**WHAT NEEDS TO BE DONE**
State only how many lines in the listing contain the string "road".

**DATA LISTING**

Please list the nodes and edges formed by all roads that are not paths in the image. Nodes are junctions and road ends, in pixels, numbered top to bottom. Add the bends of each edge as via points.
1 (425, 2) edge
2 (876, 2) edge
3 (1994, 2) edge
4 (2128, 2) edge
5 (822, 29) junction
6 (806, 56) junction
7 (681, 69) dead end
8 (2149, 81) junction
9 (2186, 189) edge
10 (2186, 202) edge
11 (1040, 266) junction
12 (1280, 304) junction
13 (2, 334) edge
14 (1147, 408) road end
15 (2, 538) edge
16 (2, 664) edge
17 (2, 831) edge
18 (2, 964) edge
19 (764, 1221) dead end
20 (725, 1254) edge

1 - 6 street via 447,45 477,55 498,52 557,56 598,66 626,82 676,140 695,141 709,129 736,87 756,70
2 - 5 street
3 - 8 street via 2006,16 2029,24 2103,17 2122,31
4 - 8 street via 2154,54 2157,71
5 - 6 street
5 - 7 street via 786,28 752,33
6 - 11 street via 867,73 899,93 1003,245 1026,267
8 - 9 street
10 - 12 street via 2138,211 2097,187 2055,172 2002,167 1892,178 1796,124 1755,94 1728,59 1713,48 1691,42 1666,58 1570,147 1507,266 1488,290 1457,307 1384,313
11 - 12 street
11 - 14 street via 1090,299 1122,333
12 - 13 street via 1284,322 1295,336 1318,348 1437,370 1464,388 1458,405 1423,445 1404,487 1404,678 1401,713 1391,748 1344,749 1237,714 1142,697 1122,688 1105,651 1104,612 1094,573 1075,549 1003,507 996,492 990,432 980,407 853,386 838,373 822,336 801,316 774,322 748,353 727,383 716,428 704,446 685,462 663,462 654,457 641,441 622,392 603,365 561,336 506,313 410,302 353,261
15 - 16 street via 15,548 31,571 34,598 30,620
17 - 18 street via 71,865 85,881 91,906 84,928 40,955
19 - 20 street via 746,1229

**RESPONSE TO THE TASK**
2